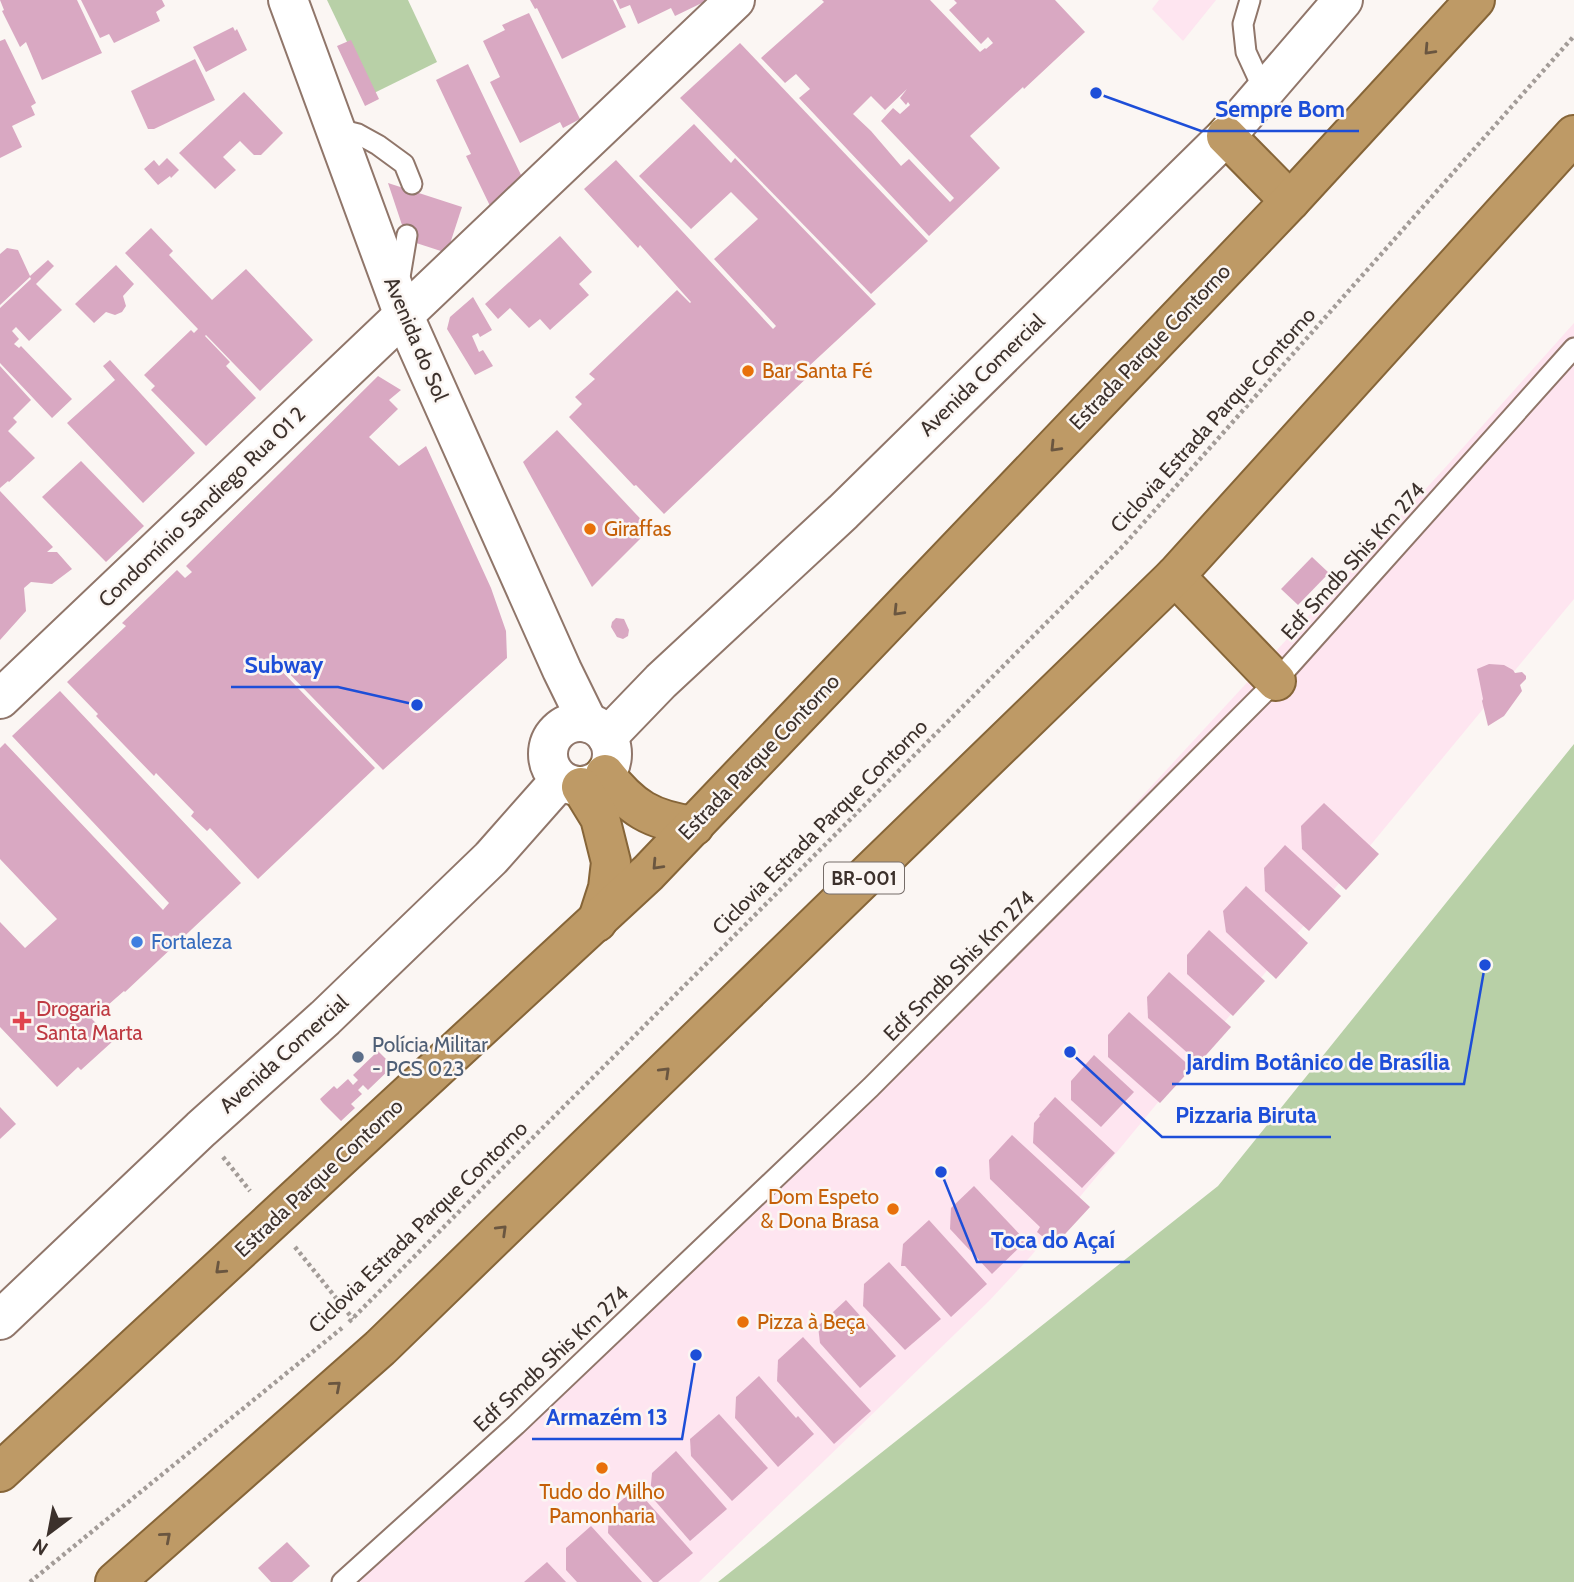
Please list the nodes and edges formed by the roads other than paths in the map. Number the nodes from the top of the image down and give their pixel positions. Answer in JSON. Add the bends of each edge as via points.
{"nodes":[{"id":1,"x":288,"y":0,"type":"edge"},
{"id":2,"x":735,"y":0,"type":"edge"},
{"id":3,"x":1250,"y":0,"type":"edge"},
{"id":4,"x":1343,"y":0,"type":"edge"},
{"id":5,"x":1475,"y":0,"type":"edge"},
{"id":6,"x":1264,"y":91,"type":"junction"},
{"id":7,"x":334,"y":128,"type":"junction"},
{"id":8,"x":1574,"y":135,"type":"edge"},
{"id":9,"x":1226,"y":136,"type":"junction"},
{"id":10,"x":412,"y":184,"type":"dead end"},
{"id":11,"x":1290,"y":201,"type":"junction"},
{"id":12,"x":407,"y":235,"type":"dead end"},
{"id":13,"x":400,"y":307,"type":"junction"},
{"id":14,"x":1574,"y":348,"type":"edge"},
{"id":15,"x":1175,"y":576,"type":"junction"},
{"id":16,"x":1276,"y":681,"type":"junction"},
{"id":17,"x":0,"y":699,"type":"edge"},
{"id":18,"x":583,"y":756,"type":"junction"},
{"id":19,"x":694,"y":825,"type":"junction"},
{"id":20,"x":597,"y":922,"type":"junction"},
{"id":21,"x":0,"y":1320,"type":"edge"},
{"id":22,"x":0,"y":1472,"type":"edge"},
{"id":23,"x":114,"y":1582,"type":"edge"},
{"id":24,"x":342,"y":1582,"type":"edge"}],
"edges":[{"from":1,"to":7,"type":"street","name":"Avenida do Sol"},
{"from":2,"to":13,"type":"street","name":"Condomínio Sandiego Rua 01 2"},
{"from":3,"to":6,"type":"lane","via":[[1243,24],[1247,52]]},
{"from":4,"to":6,"type":"street","name":"Avenida Comercial"},
{"from":5,"to":11,"type":"highway","name":"Estrada Parque Contorno","one_way":true},
{"from":6,"to":9,"type":"street","name":"Avenida Comercial"},
{"from":7,"to":10,"type":"lane","via":[[378,145],[404,164]]},
{"from":7,"to":13,"type":"street","name":"Avenida do Sol"},
{"from":8,"to":15,"type":"highway","number":"BR-001"},
{"from":9,"to":11,"type":"highway"},
{"from":9,"to":18,"type":"street","name":"Avenida Comercial","via":[[844,512]]},
{"from":11,"to":19,"type":"highway","name":"Estrada Parque Contorno","one_way":true},
{"from":12,"to":13,"type":"lane"},
{"from":13,"to":17,"type":"street","name":"Condomínio Sandiego Rua 01 2"},
{"from":13,"to":18,"type":"street","name":"Avenida do Sol","via":[[562,670]]},
{"from":14,"to":16,"type":"lane","name":"Edf Smdb Shis Km 274"},
{"from":15,"to":16,"type":"highway"},
{"from":23,"to":15,"type":"highway","number":"BR-001","one_way":true,"via":[[380,1348]]},
{"from":16,"to":24,"type":"lane","name":"Edf Smdb Shis Km 274","via":[[871,1087],[516,1425]]},
{"from":18,"to":19,"type":"highway","via":[[628,801],[657,819]]},
{"from":18,"to":20,"type":"highway","via":[[611,862]]},
{"from":18,"to":21,"type":"street","name":"Avenida Comercial","via":[[491,858]]},
{"from":19,"to":20,"type":"highway","name":"Estrada Parque Contorno","one_way":true},
{"from":20,"to":22,"type":"highway","name":"Estrada Parque Contorno","one_way":true}]}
::::::::
For this exercise, write out the listing verbatim and leave every image out.

Please list the nodes and edges formed by the roads other than paths in the map. Number the nodes from the top of the image down and give their pixel positions. Answer in JSON. Add the bends of each edge as via points.
{"nodes":[{"id":1,"x":288,"y":0,"type":"edge"},
{"id":2,"x":735,"y":0,"type":"edge"},
{"id":3,"x":1250,"y":0,"type":"edge"},
{"id":4,"x":1343,"y":0,"type":"edge"},
{"id":5,"x":1475,"y":0,"type":"edge"},
{"id":6,"x":1264,"y":91,"type":"junction"},
{"id":7,"x":334,"y":128,"type":"junction"},
{"id":8,"x":1574,"y":135,"type":"edge"},
{"id":9,"x":1226,"y":136,"type":"junction"},
{"id":10,"x":412,"y":184,"type":"dead end"},
{"id":11,"x":1290,"y":201,"type":"junction"},
{"id":12,"x":407,"y":235,"type":"dead end"},
{"id":13,"x":400,"y":307,"type":"junction"},
{"id":14,"x":1574,"y":348,"type":"edge"},
{"id":15,"x":1175,"y":576,"type":"junction"},
{"id":16,"x":1276,"y":681,"type":"junction"},
{"id":17,"x":0,"y":699,"type":"edge"},
{"id":18,"x":583,"y":756,"type":"junction"},
{"id":19,"x":694,"y":825,"type":"junction"},
{"id":20,"x":597,"y":922,"type":"junction"},
{"id":21,"x":0,"y":1320,"type":"edge"},
{"id":22,"x":0,"y":1472,"type":"edge"},
{"id":23,"x":114,"y":1582,"type":"edge"},
{"id":24,"x":342,"y":1582,"type":"edge"}],
"edges":[{"from":1,"to":7,"type":"street","name":"Avenida do Sol"},
{"from":2,"to":13,"type":"street","name":"Condomínio Sandiego Rua 01 2"},
{"from":3,"to":6,"type":"lane","via":[[1243,24],[1247,52]]},
{"from":4,"to":6,"type":"street","name":"Avenida Comercial"},
{"from":5,"to":11,"type":"highway","name":"Estrada Parque Contorno","one_way":true},
{"from":6,"to":9,"type":"street","name":"Avenida Comercial"},
{"from":7,"to":10,"type":"lane","via":[[378,145],[404,164]]},
{"from":7,"to":13,"type":"street","name":"Avenida do Sol"},
{"from":8,"to":15,"type":"highway","number":"BR-001"},
{"from":9,"to":11,"type":"highway"},
{"from":9,"to":18,"type":"street","name":"Avenida Comercial","via":[[844,512]]},
{"from":11,"to":19,"type":"highway","name":"Estrada Parque Contorno","one_way":true},
{"from":12,"to":13,"type":"lane"},
{"from":13,"to":17,"type":"street","name":"Condomínio Sandiego Rua 01 2"},
{"from":13,"to":18,"type":"street","name":"Avenida do Sol","via":[[562,670]]},
{"from":14,"to":16,"type":"lane","name":"Edf Smdb Shis Km 274"},
{"from":15,"to":16,"type":"highway"},
{"from":23,"to":15,"type":"highway","number":"BR-001","one_way":true,"via":[[380,1348]]},
{"from":16,"to":24,"type":"lane","name":"Edf Smdb Shis Km 274","via":[[871,1087],[516,1425]]},
{"from":18,"to":19,"type":"highway","via":[[628,801],[657,819]]},
{"from":18,"to":20,"type":"highway","via":[[611,862]]},
{"from":18,"to":21,"type":"street","name":"Avenida Comercial","via":[[491,858]]},
{"from":19,"to":20,"type":"highway","name":"Estrada Parque Contorno","one_way":true},
{"from":20,"to":22,"type":"highway","name":"Estrada Parque Contorno","one_way":true}]}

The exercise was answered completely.